Mataram (Suara NTB) – Dinas Koperasi dan UKM NTB terus mendorong pelaku usaha kecil, dan menengah (UMKM) memanfaatkan teknologi digital untuk memperluas pasar. Salah satunya melalui Pusat Layanan Usaha Terpadu (PLUT) yang menyediakan fasilitas dan pelatihan pemasaran digital secara gratis.
Kepala Dinas Koperasi dan UMKM NTB, Wirawan, mengatakan penggunaan pemasaran digital di kalangan UKM NTB terus meningkat. Pelaku usaha mulai memanfaatkan berbagai marketplace, baik lokal maupun nasional, untuk menjangkau konsumen yang lebih luas.
“Kami melihat terjadi peningkatan penggunaan metode pemasaran digital oleh pelaku-pelaku UKM kita di NTB. Ini terlihat dari bagaimana mereka memanfaatkan marketplace untuk memasarkan produk,” kata Wirawan, Rabu, 9 September 2026.

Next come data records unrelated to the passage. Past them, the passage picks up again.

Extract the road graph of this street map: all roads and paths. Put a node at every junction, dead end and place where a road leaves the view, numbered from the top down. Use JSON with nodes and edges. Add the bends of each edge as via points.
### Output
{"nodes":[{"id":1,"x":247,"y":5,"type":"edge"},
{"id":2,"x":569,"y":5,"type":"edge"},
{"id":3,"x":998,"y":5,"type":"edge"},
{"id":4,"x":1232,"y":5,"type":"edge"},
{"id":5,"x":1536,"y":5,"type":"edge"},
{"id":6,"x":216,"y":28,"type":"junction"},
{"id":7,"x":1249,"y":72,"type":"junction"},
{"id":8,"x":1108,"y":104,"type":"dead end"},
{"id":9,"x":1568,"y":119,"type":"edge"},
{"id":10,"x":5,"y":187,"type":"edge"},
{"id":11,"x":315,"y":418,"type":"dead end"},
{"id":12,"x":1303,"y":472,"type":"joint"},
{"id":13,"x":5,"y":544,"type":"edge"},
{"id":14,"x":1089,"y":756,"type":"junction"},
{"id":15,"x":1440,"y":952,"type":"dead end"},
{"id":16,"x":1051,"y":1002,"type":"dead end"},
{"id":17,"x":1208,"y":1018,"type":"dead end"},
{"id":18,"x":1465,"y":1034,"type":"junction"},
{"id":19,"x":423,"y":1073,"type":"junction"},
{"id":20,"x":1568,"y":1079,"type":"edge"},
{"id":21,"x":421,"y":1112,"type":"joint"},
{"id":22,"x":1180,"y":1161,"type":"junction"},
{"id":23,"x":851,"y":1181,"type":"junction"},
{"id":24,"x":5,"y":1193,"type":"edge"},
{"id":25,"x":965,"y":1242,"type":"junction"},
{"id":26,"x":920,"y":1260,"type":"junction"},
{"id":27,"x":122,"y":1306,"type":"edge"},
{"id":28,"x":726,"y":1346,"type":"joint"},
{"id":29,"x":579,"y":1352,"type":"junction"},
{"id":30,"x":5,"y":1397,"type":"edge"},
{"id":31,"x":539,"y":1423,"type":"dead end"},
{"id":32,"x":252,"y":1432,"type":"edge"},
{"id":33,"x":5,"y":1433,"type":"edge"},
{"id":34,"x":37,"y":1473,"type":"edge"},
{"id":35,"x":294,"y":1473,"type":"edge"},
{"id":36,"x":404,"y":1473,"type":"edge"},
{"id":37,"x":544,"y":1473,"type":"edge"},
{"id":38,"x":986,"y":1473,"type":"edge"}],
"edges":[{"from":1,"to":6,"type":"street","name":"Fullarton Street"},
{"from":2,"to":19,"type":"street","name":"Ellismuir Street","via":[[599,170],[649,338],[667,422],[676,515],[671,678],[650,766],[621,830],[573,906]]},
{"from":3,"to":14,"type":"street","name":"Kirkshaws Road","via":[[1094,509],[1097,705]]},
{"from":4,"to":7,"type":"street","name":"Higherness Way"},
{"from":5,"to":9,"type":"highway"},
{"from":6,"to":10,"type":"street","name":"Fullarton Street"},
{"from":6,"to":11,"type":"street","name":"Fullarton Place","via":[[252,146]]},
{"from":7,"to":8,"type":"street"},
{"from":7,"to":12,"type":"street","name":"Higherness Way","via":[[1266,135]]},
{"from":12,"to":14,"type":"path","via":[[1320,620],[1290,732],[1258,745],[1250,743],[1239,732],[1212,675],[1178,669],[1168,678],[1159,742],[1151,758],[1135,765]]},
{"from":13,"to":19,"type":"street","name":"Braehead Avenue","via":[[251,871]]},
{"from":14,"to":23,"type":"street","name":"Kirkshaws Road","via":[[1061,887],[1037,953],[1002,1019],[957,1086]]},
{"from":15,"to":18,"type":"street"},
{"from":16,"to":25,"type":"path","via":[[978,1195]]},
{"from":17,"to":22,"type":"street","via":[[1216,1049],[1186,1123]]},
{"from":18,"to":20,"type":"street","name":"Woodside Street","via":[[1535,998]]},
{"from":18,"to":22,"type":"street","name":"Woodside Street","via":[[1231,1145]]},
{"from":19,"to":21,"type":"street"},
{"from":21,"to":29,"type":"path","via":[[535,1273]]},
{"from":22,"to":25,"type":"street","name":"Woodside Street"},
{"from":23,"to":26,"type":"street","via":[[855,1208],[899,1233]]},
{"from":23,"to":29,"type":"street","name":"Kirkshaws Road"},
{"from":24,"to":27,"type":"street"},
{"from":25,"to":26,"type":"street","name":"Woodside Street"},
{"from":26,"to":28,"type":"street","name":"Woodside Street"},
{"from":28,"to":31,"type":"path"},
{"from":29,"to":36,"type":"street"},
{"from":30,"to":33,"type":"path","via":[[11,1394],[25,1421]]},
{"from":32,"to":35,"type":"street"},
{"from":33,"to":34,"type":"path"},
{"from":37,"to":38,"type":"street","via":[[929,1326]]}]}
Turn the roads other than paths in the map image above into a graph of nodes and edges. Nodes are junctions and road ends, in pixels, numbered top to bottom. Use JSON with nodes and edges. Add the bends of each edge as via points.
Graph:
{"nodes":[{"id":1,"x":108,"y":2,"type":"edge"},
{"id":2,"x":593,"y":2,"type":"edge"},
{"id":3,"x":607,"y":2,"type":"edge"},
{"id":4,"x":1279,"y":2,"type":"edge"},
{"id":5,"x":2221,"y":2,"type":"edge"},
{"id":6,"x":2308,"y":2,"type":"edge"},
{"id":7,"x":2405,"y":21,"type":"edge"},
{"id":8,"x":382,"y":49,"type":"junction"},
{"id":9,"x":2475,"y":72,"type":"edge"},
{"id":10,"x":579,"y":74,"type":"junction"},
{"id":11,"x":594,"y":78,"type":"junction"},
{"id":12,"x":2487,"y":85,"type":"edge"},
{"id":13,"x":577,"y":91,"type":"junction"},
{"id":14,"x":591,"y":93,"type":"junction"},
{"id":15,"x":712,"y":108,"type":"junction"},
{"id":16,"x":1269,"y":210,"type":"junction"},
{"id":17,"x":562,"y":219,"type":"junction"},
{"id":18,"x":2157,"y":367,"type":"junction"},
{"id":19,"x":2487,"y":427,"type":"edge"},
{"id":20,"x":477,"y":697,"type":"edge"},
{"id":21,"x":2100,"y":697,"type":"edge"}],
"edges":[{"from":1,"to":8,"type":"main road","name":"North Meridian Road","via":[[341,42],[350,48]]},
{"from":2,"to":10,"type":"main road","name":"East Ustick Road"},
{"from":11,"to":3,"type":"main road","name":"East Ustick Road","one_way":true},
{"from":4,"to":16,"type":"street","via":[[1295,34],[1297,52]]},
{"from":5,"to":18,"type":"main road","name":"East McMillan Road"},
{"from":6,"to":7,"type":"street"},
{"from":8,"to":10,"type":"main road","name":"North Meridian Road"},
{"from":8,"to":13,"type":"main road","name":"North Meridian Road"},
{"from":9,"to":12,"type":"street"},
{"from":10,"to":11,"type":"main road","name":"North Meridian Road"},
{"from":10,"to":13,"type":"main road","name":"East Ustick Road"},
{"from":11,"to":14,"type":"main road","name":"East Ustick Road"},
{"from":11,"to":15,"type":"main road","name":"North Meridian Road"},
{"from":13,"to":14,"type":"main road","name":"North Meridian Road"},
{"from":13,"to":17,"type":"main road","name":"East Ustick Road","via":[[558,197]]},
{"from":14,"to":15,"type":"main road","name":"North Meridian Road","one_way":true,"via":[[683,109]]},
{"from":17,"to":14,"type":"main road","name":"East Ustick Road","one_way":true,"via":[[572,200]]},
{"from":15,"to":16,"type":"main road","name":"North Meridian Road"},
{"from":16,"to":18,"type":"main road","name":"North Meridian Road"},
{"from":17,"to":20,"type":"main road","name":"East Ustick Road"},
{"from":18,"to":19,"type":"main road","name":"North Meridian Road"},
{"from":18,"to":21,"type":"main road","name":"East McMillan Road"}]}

Menurutnya, perkembangan teknologi digital menjadi peluang penting bagi UKM untuk meningkatkan penjualan. Karena itu, Diskop UKM NTB melalui PLUT terus memperkuat pendampingan dan peningkatan kompetensi pelaku usaha, khususnya dalam bidang digital marketing.
PLUT menyediakan pelatihan secara rutin bagi pelaku UKM yang ingin meningkatkan kemampuan pemasaran berbasis digital. Fasilitas tersebut bahkan dapat dimanfaatkan secara gratis.
“Silakan bergabung dengan PLUT NTB. Kami punya fasilitas untuk meningkatkan kompetensi di bidang digital marketing. Semuanya gratis, 100 persen gratis,” ujarnya.
Selain pelatihan, fasilitas PLUT juga dapat dimanfaatkan untuk mendukung aktivitas pemasaran. Pelaku UKM dapat menggunakan perangkat komputer dan aplikasi yang tersedia, membuat konten podcast, hingga melakukan penjualan secara live.
“Bisa memanfaatkan PLUT sebagai toko online. Mereka bisa live dari sana, berjualan secara live dari PLUT juga bisa,” katanya.
Wirawan mengatakan, kemampuan UMKM memanfaatkan teknologi digital juga memiliki kaitan dengan peluang pengembangan usaha. Ketika pemasaran semakin luas, omzet berpotensi meningkat sehingga usaha menjadi lebih menarik bagi lembaga keuangan.
Menurutnya, UMKM yang memiliki pasar lebih luas dan kinerja usaha yang baik akan semakin mudah memenuhi aspek bankable. Meskipun, akses pembiayaan tetap bergantung pada kebijakan dan penilaian masing-masing lembaga keuangan.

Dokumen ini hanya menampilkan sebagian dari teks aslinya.